* WORK INSTRUCTIONS
Pick out all lines with the word "they" from the records that follow.

* DATA EXCERPTS

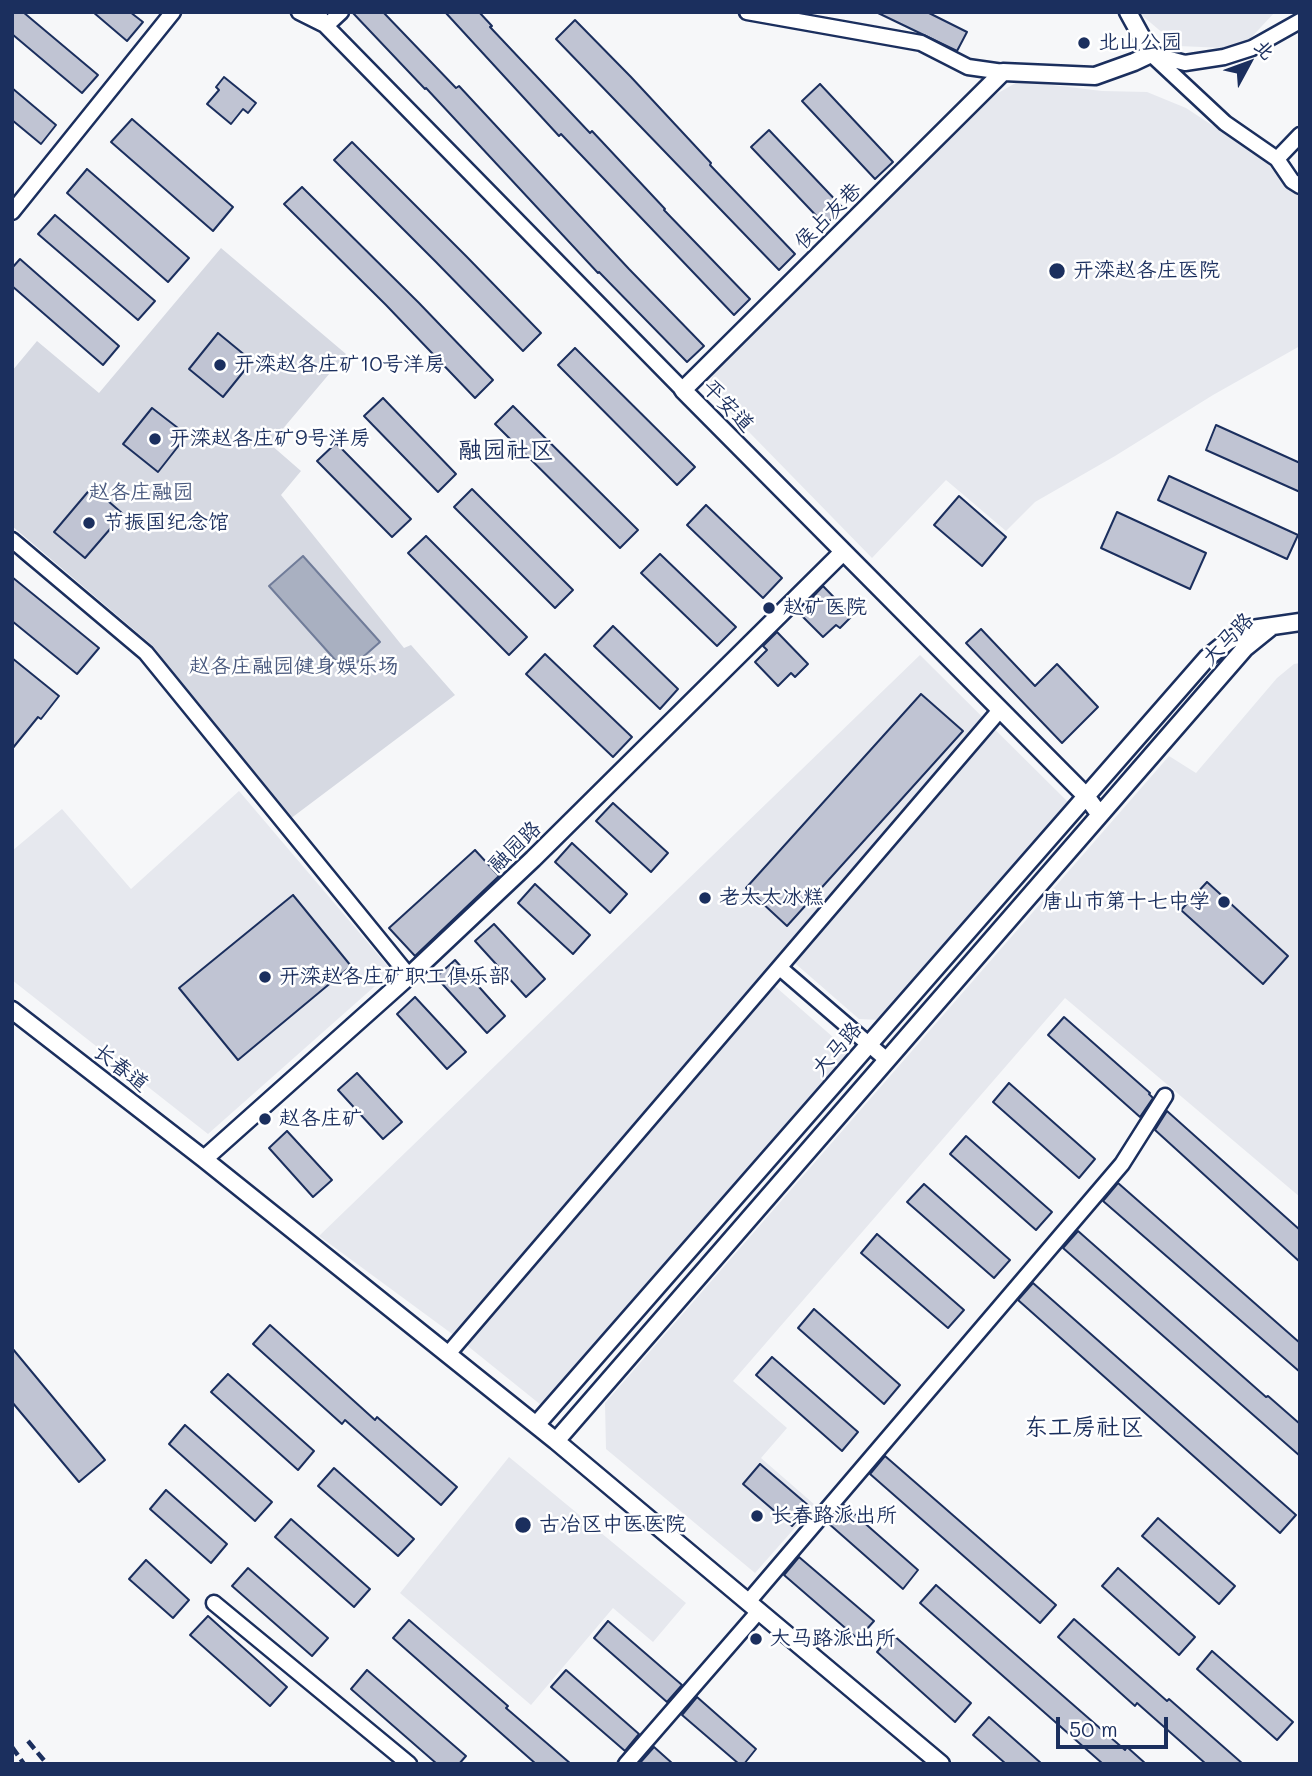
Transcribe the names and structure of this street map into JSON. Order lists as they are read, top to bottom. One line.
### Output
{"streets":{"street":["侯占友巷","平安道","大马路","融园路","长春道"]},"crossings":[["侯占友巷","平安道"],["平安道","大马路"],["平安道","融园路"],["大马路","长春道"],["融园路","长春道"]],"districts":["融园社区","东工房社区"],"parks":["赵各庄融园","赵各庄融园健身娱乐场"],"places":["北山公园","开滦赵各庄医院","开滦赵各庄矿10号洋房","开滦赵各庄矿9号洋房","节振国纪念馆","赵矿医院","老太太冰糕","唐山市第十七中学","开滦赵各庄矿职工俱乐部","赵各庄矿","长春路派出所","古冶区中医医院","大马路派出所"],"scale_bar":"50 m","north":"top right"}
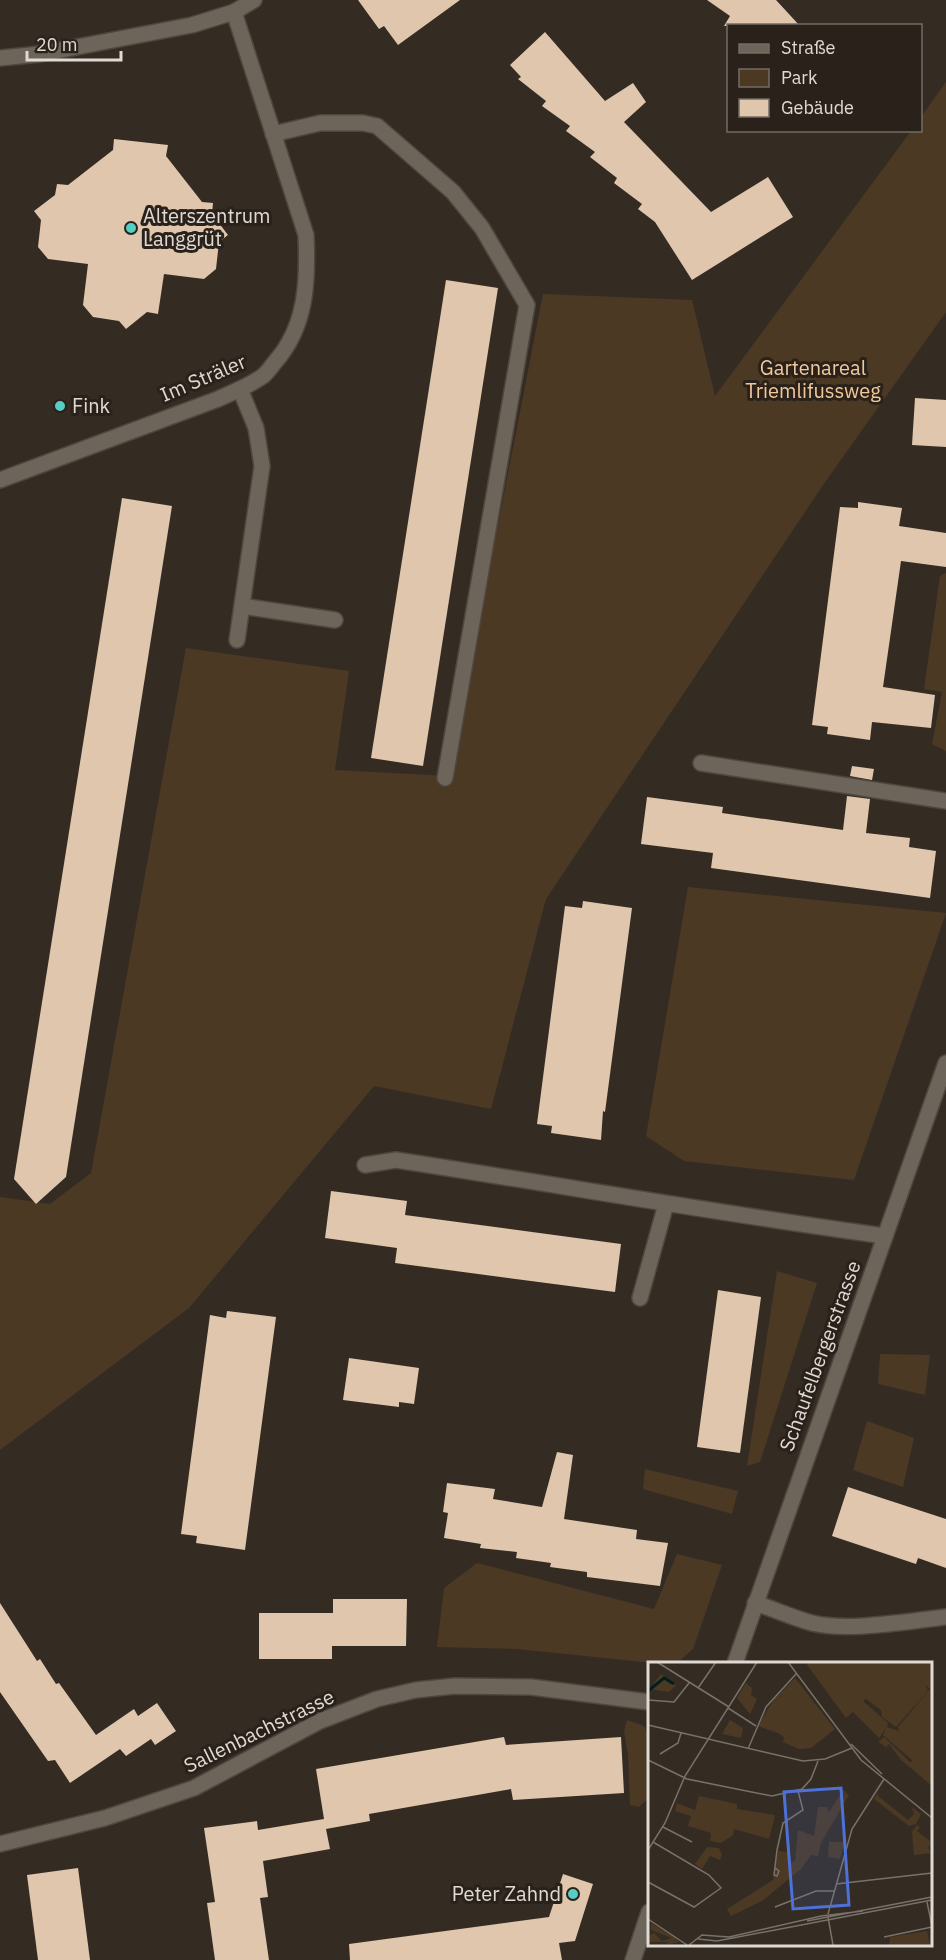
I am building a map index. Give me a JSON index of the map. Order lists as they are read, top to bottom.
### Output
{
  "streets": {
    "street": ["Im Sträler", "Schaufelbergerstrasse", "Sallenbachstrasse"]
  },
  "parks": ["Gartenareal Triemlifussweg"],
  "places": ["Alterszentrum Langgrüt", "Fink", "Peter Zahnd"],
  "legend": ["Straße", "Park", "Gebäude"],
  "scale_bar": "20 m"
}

--

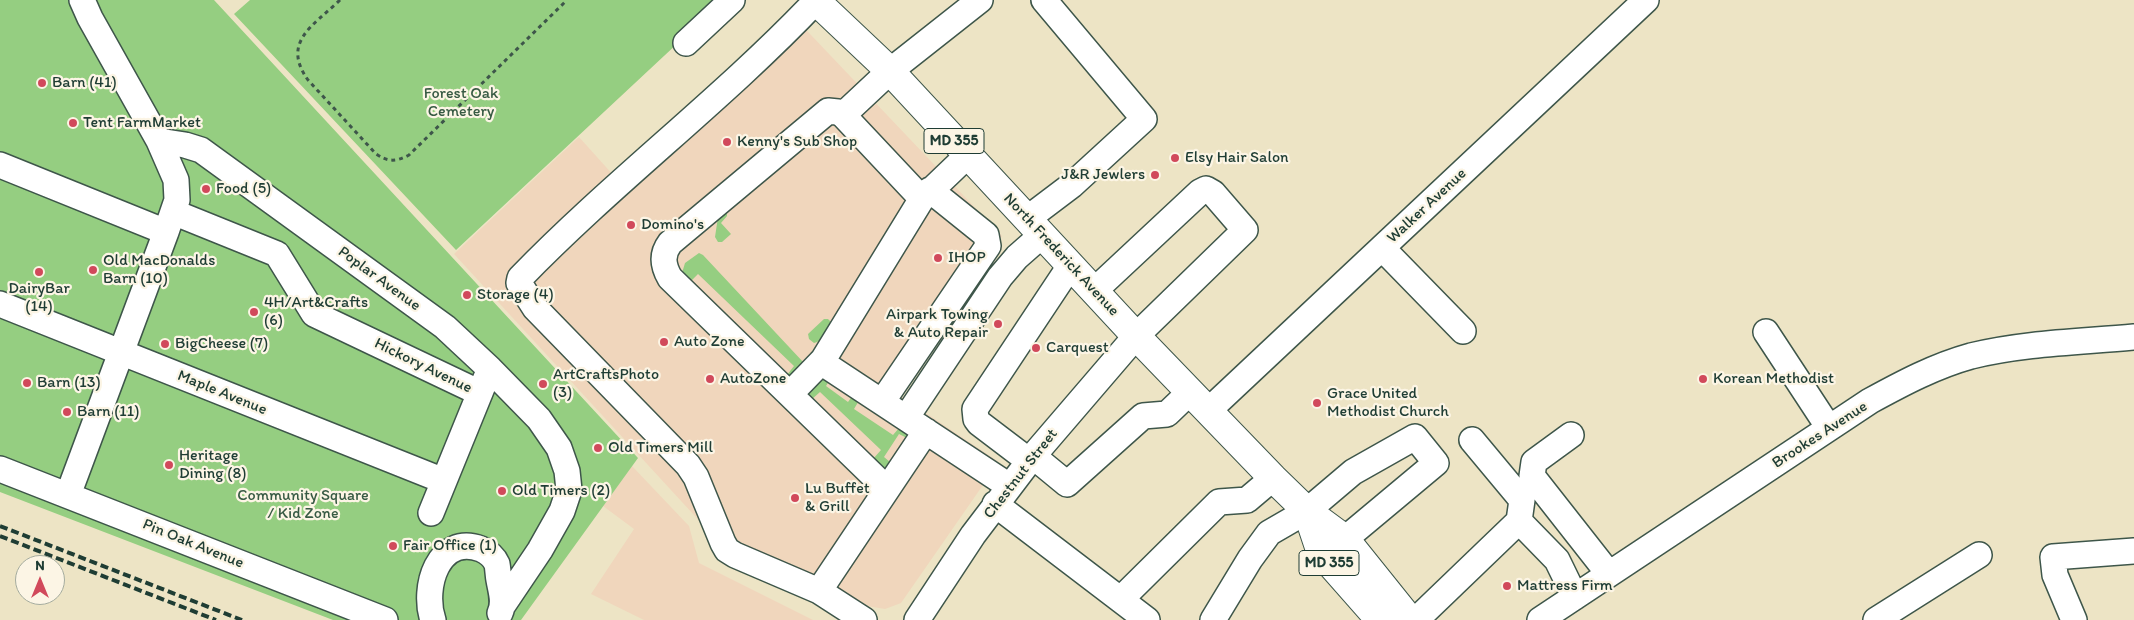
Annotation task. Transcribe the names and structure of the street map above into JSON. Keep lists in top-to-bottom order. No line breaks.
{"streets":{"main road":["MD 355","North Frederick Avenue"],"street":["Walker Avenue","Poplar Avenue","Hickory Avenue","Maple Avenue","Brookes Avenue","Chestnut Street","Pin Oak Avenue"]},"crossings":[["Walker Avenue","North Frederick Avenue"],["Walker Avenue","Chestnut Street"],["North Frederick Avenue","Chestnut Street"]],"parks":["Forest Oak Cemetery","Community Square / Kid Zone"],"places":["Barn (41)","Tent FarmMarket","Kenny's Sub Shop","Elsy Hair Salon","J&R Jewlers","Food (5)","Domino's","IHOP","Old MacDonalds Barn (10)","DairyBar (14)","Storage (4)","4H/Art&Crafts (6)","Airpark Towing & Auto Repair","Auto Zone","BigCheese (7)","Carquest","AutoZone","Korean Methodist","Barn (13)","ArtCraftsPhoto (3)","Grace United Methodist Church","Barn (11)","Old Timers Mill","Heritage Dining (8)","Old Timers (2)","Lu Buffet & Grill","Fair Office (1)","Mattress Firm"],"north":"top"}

* YOUR RESPONSE
Transcribe the names and structure of this street map into JSON. Order lists as they are read, top to bottom. One line.
I am building a map index. Give me a JSON index of the map. Order lists as they are read, top to bottom.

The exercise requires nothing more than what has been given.